Monalast 5 : Each Chewable tablet contains Montelukast Sodium USP equivalent to 5 mg Montelukast.

Monalast 10 : Each film coated tablet contains Montelukast Sodium USP equivalent to 10 mg Montelukast.


Description
Monalast (Montelukast) is a selective and orally active leukotriene receptor antagonist that inhibits the cysteinyl leukotriene receptor (CysLT1). The cysteinyl leukotrienes (LTC4, LTD4, LTE4) are products of arachidonic acid metabolism and are released from various cells, including mast cells and eosinophils. Cysteinyl leukotrienes and leukotriene receptor occupation have been correlated with the patho-physiology of asthma, including airway edema, smooth muscle contraction, and altered cellular activity associated with the inflammatory process, which contribute to the signs and symptoms of asthma.

Indications
Montelukast is indicated for the prophylaxis and chronic treatment of asthma in adults and pediatric patients from 6 months of age and older.

Dosage & Administration
Adults (15 years of age or over): 10 mg daily to be taken in the evening. Children (6-14 years of age): 5 mg daily to be taken in the evening. Safety and effectiveness of Montelukast in pediatric patients younger than two years of age have not been established. The safety and efficacy of Montelukast was demonstrated in clinical trials where it was administered in the evening without regard to the time of food ingestion.

Side Effects
Generally, Montelukast is well-tolerated. Side effects include dizziness, headache, diarrhea, restlessness, abdominal pain, cough, fever, asthenia, rash and upper respiratory tract infection.

Precautions
Montelukast is not indicated for use in the reversal of bronchospasm in acute asthma attacks (in case of status asthmaticus). Patients with known Aspirin sensitivity should continue avoidance of Aspirin or other NSAID, while taking Montelukast. In rare cases, patients on therapy with Montelukast may present with systemic eosinophilia, sometimes presenting with clinical features of vasculitis consistent with churg-strauss syndrome, a condition which is often treated with systemic corticosteroid therapy. Physician should be alert to eosinophilia, vasculitic rash, worsening pulmonary symptoms, cardiac complications, and/or neuropathy presenting in their patients. A causal association between Montelukast and these underlying conditions has not been established.

Contraindications
Montelukast is contraindicated to patients with hypersensitivity to any component of this product.

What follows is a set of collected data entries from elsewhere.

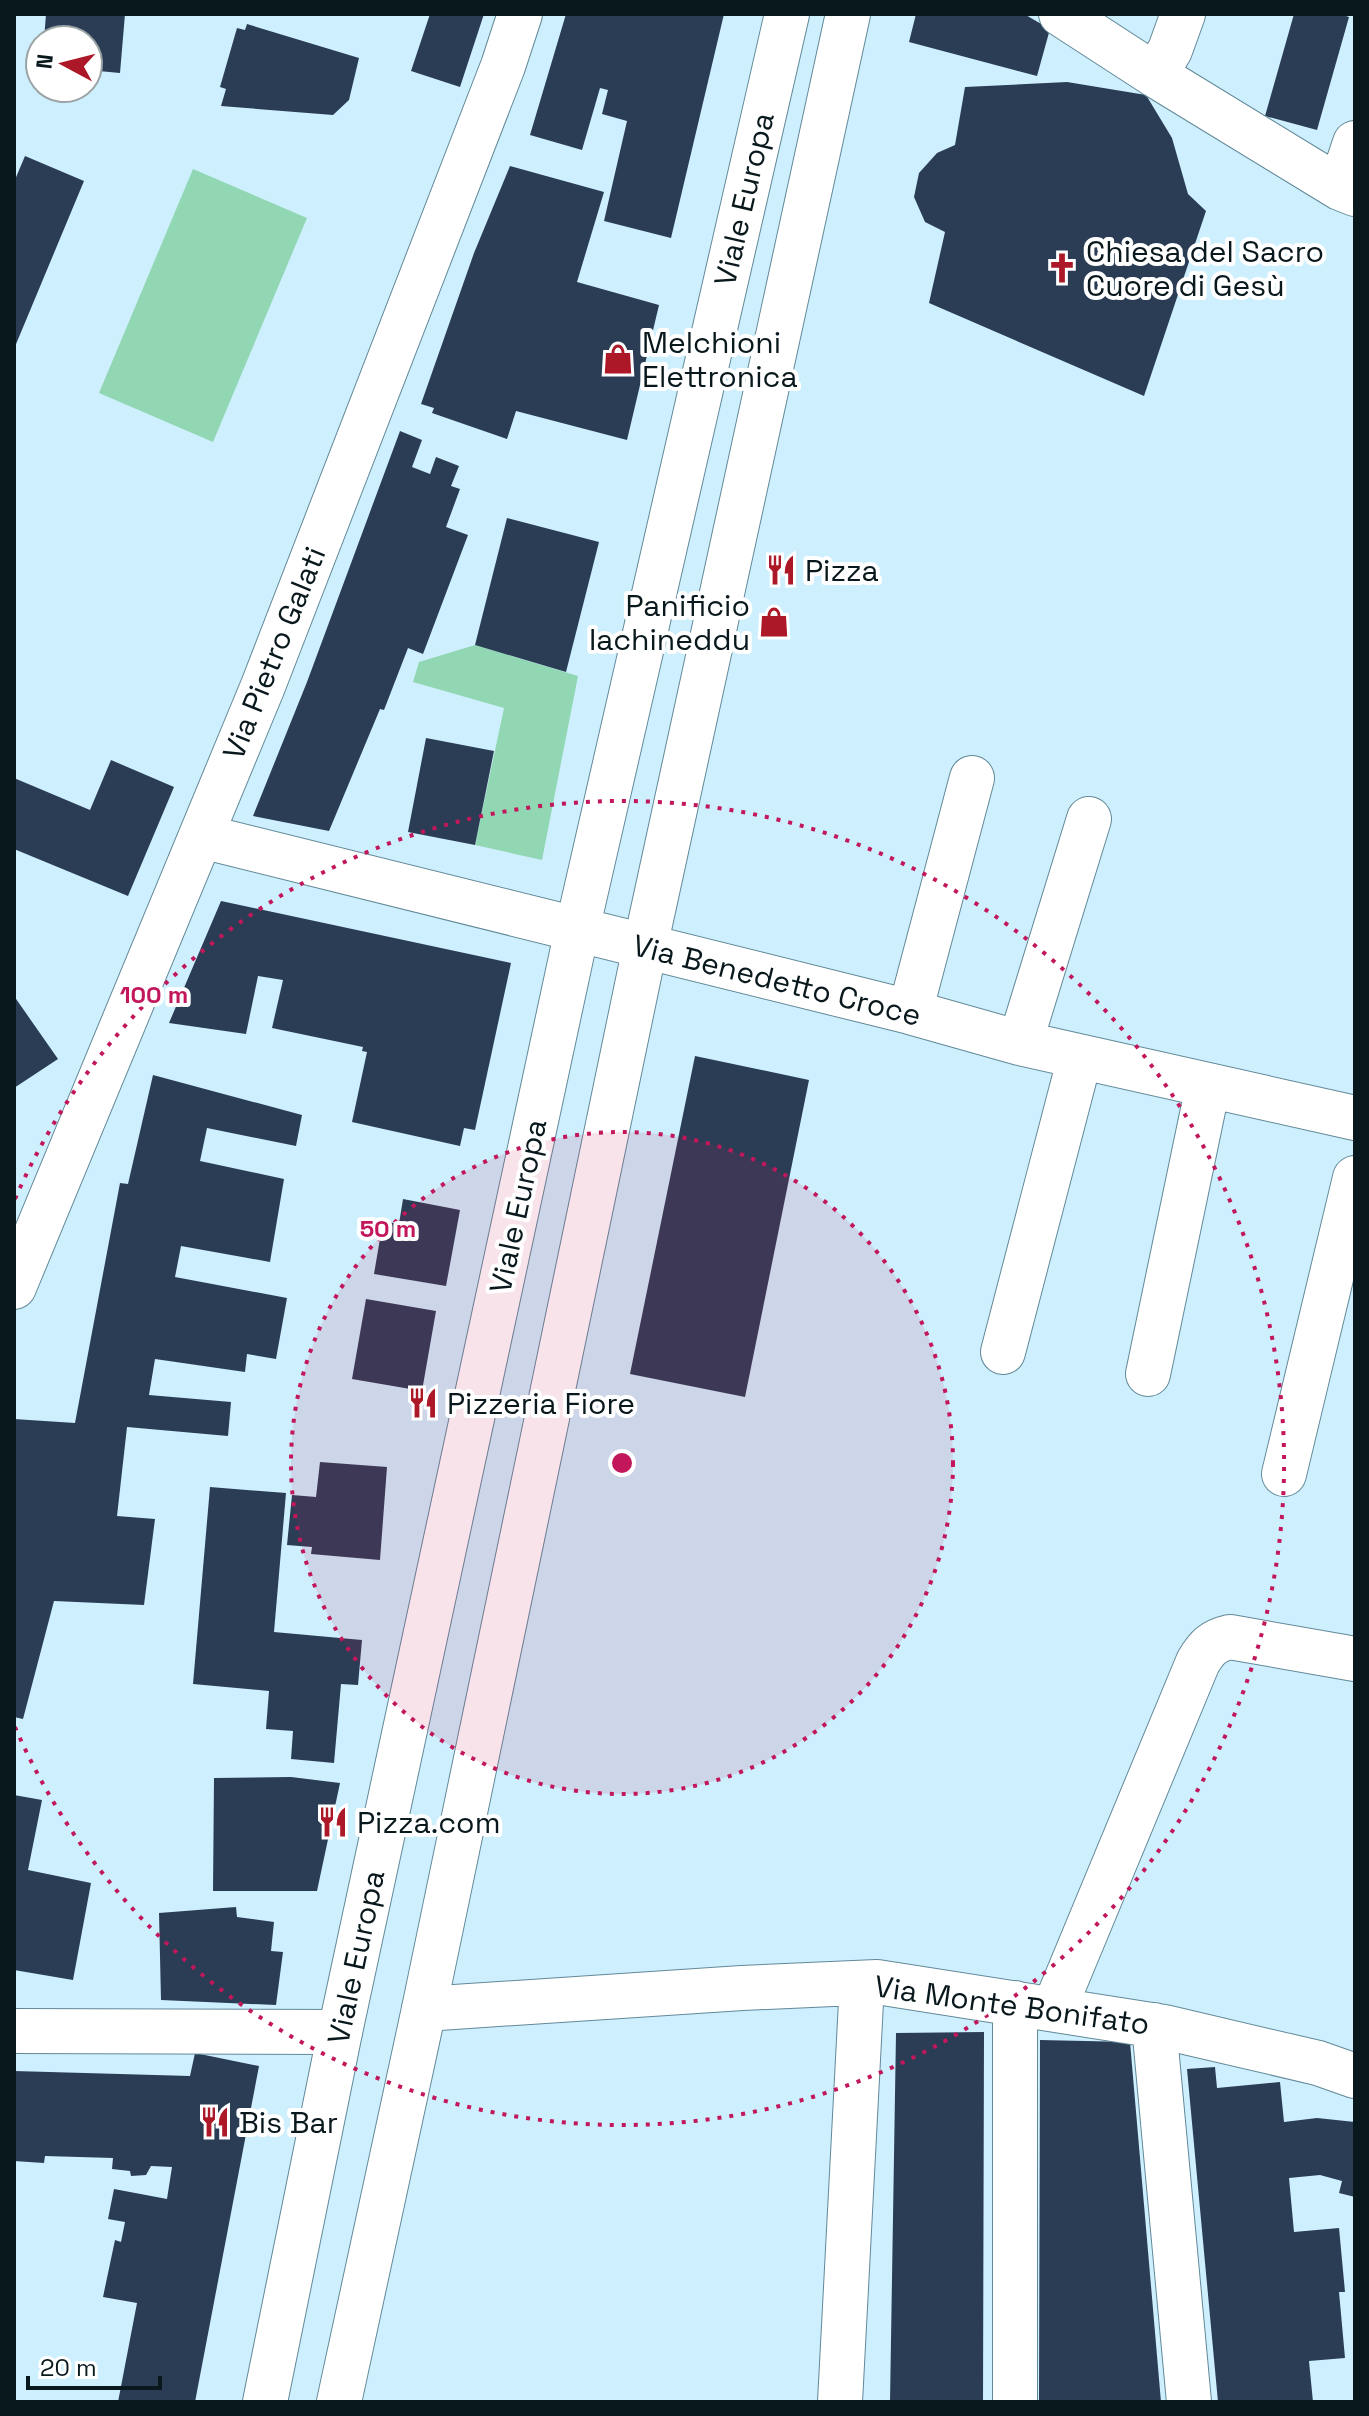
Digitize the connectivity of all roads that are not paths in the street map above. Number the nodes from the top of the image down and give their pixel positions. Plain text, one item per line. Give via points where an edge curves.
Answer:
1 (520, 14) edge
2 (787, 14) edge
3 (848, 14) edge
4 (1061, 14) edge
5 (1183, 14) edge
6 (1155, 75) junction
7 (1355, 143) edge
8 (1347, 191) edge
9 (972, 778) dead end
10 (1089, 819) dead end
11 (201, 836) junction
12 (577, 930) junction
13 (645, 947) junction
14 (910, 1012) junction
15 (1020, 1043) junction
16 (1080, 1057) junction
17 (1208, 1086) junction
18 (1355, 1118) edge
19 (1355, 1178) edge
20 (14, 1287) edge
21 (1003, 1352) dead end
22 (1148, 1374) dead end
23 (1284, 1474) dead end
24 (1355, 1659) edge
25 (862, 1983) junction
26 (1034, 2006) junction
27 (424, 2009) junction
28 (1154, 2025) junction
29 (14, 2031) edge
30 (340, 2032) junction
31 (1355, 2076) edge
32 (265, 2402) edge
33 (339, 2402) edge
34 (840, 2402) edge
35 (1015, 2402) edge
36 (1189, 2402) edge

1 - 11 street, Via Pietro Galati
2 - 12 street, Viale Europa
3 - 13 street, Viale Europa
4 - 6 street
5 - 6 street
6 - 8 street
7 - 8 street
9 - 14 street
10 - 15 street
11 - 12 street, Via Benedetto Croce
11 - 20 street, Via Pietro Galati
12 - 13 street, Via Benedetto Croce
12 - 30 street, Viale Europa
13 - 14 street, Via Benedetto Croce
13 - 27 street, Viale Europa
14 - 15 street, Via Benedetto Croce
15 - 16 street, Via Benedetto Croce
16 - 17 street, Via Benedetto Croce
16 - 21 street
17 - 18 street, Via Benedetto Croce
17 - 22 street
19 - 23 street
24 - 26 street via 1230,1637 1206,1648
25 - 26 street, Via Monte Bonifato
25 - 27 street, Via Monte Bonifato
25 - 34 street
26 - 28 street, Via Monte Bonifato
26 - 35 street
27 - 33 street, Viale Europa
28 - 31 street, Via Monte Bonifato
28 - 36 street
29 - 30 street
30 - 32 street, Viale Europa

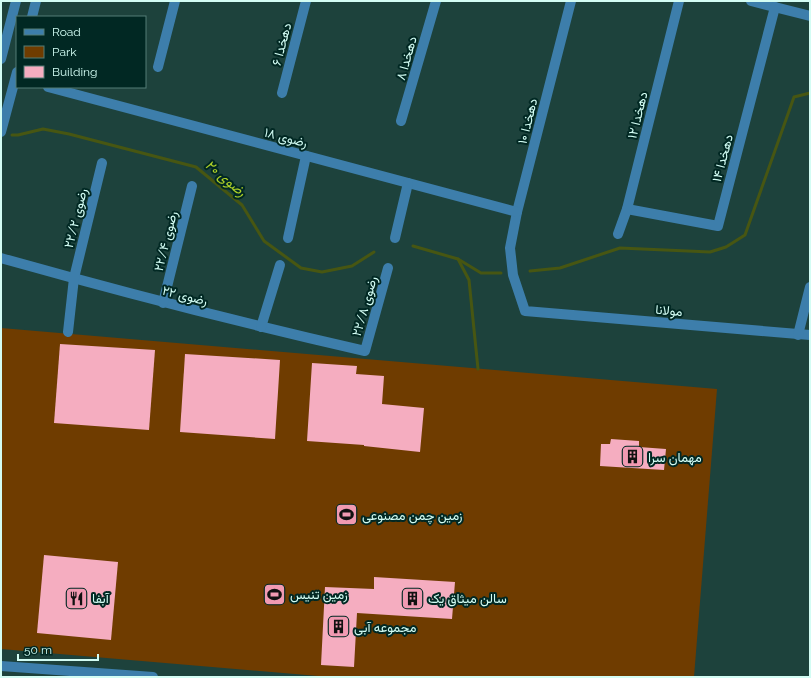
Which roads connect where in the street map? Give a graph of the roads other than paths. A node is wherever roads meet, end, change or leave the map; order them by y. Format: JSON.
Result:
{"nodes":[{"id":1,"x":16,"y":1,"type":"edge"},
{"id":2,"x":36,"y":1,"type":"edge"},
{"id":3,"x":175,"y":1,"type":"edge"},
{"id":4,"x":306,"y":1,"type":"edge"},
{"id":5,"x":436,"y":1,"type":"edge"},
{"id":6,"x":571,"y":1,"type":"edge"},
{"id":7,"x":679,"y":1,"type":"edge"},
{"id":8,"x":751,"y":1,"type":"edge"},
{"id":9,"x":775,"y":7,"type":"junction"},
{"id":10,"x":32,"y":16,"type":"edge"},
{"id":11,"x":810,"y":16,"type":"edge"},
{"id":12,"x":1,"y":59,"type":"edge"},
{"id":13,"x":158,"y":67,"type":"dead end"},
{"id":14,"x":16,"y":76,"type":"edge"},
{"id":15,"x":52,"y":88,"type":"edge"},
{"id":16,"x":282,"y":93,"type":"dead end"},
{"id":17,"x":401,"y":121,"type":"dead end"},
{"id":18,"x":1,"y":132,"type":"edge"},
{"id":19,"x":306,"y":156,"type":"junction"},
{"id":20,"x":102,"y":163,"type":"dead end"},
{"id":21,"x":408,"y":183,"type":"junction"},
{"id":22,"x":192,"y":186,"type":"dead end"},
{"id":23,"x":627,"y":209,"type":"junction"},
{"id":24,"x":517,"y":212,"type":"junction"},
{"id":25,"x":618,"y":234,"type":"dead end"},
{"id":26,"x":288,"y":238,"type":"dead end"},
{"id":27,"x":395,"y":238,"type":"dead end"},
{"id":28,"x":1,"y":258,"type":"edge"},
{"id":29,"x":280,"y":265,"type":"dead end"},
{"id":30,"x":388,"y":268,"type":"dead end"},
{"id":31,"x":74,"y":278,"type":"junction"},
{"id":32,"x":810,"y":287,"type":"edge"},
{"id":33,"x":163,"y":303,"type":"junction"},
{"id":34,"x":525,"y":311,"type":"joint"},
{"id":35,"x":261,"y":327,"type":"junction"},
{"id":36,"x":68,"y":332,"type":"dead end"},
{"id":37,"x":798,"y":334,"type":"junction"},
{"id":38,"x":810,"y":335,"type":"edge"},
{"id":39,"x":364,"y":351,"type":"joint"},
{"id":40,"x":1,"y":666,"type":"edge"},
{"id":41,"x":64,"y":674,"type":"edge"},
{"id":42,"x":154,"y":677,"type":"edge"}],
"edges":[{"from":1,"to":12,"type":"street"},
{"from":2,"to":10,"type":"street"},
{"from":3,"to":13,"type":"street"},
{"from":4,"to":16,"type":"street","name":"دهخدا ۶"},
{"from":5,"to":17,"type":"street","name":"دهخدا ۸"},
{"from":6,"to":24,"type":"street","name":"دهخدا ۱۰"},
{"from":7,"to":23,"type":"street","name":"دهخدا ۱۲"},
{"from":8,"to":9,"type":"street"},
{"from":9,"to":11,"type":"street"},
{"from":9,"to":23,"type":"street","name":"دهخدا ۱۴"},
{"from":14,"to":18,"type":"street"},
{"from":15,"to":19,"type":"street","name":"رضوی ۱۸"},
{"from":19,"to":21,"type":"street","name":"رضوی ۱۸"},
{"from":19,"to":26,"type":"street"},
{"from":20,"to":31,"type":"street","name":"رضوی ۲۲/۲"},
{"from":21,"to":24,"type":"street","name":"رضوی ۱۸"},
{"from":21,"to":27,"type":"street"},
{"from":22,"to":33,"type":"street","name":"رضوی ۲۲/۴"},
{"from":23,"to":25,"type":"street","name":"دهخدا ۱۲"},
{"from":24,"to":34,"type":"street","name":"دهخدا ۱۰"},
{"from":28,"to":31,"type":"street","name":"رضوی ۲۲"},
{"from":29,"to":35,"type":"street"},
{"from":30,"to":39,"type":"street","name":"رضوی ۲۲/۸"},
{"from":31,"to":33,"type":"street","name":"رضوی ۲۲"},
{"from":31,"to":36,"type":"street","name":"رضوی ۲۲/۲"},
{"from":32,"to":37,"type":"street"},
{"from":33,"to":35,"type":"street","name":"رضوی ۲۲"},
{"from":34,"to":37,"type":"street","name":"مولانا"},
{"from":35,"to":39,"type":"street","name":"رضوی ۲۲"},
{"from":37,"to":38,"type":"street","name":"مولانا"},
{"from":40,"to":41,"type":"street"},
{"from":41,"to":42,"type":"street"}]}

Use in Pregnancy & Lactation
Pregnancy:
There are no adequate and well-controlled studies of Montelukast in pregnant women. Because animal reproductive studies are not always predictive of human response, so Montelukast should be used during pregnancy only if clearly needed.
Lactation:
It is not known if Montelukast is excreted in human milk. Because many drugs are excreted in human milk, so caution should be exercised when Montelukast is given to a nursing mother.

Commercial Packaging


Monalast 5 : Each box contains 3 X 10’s tablets in blister strips.

Monalast 10 : Each box contains 3 X 10’s tablets in blister strips.

Drug Interaction
Montelukast has been administered with other therapies routinely used in the prophylaxis and chronic treatment of asthma with no appropriate increase in adverse reactions. Cytochrome P-450 inducers: Although Phenobarbital induces hepatic metabolism, no dosage adjustment for Montelukast is recommended. It is reasonable to employ appropriate clinical monitoring when potent cytochrome P-450 enzyme inducers, such as Phenobarbital or Rifampin, are co-administered with Montelukast.

Overdose
There were no adverse experiences reported in the majority of overdosage reports. The most frequent adverse experiences observed were thirst, mydriasis, hyperkinesia, and abdominal pain. In the event of overdose, it is reasonable to employ the usual supportive measures; e.g., remove unabsorbed material from the gastrointestinal tract, employ clinical monitoring, and institute supportive therapy, if required.

Storage
Store at or below 250C. Protect from heat, light & moisture. Keep out of reach of children.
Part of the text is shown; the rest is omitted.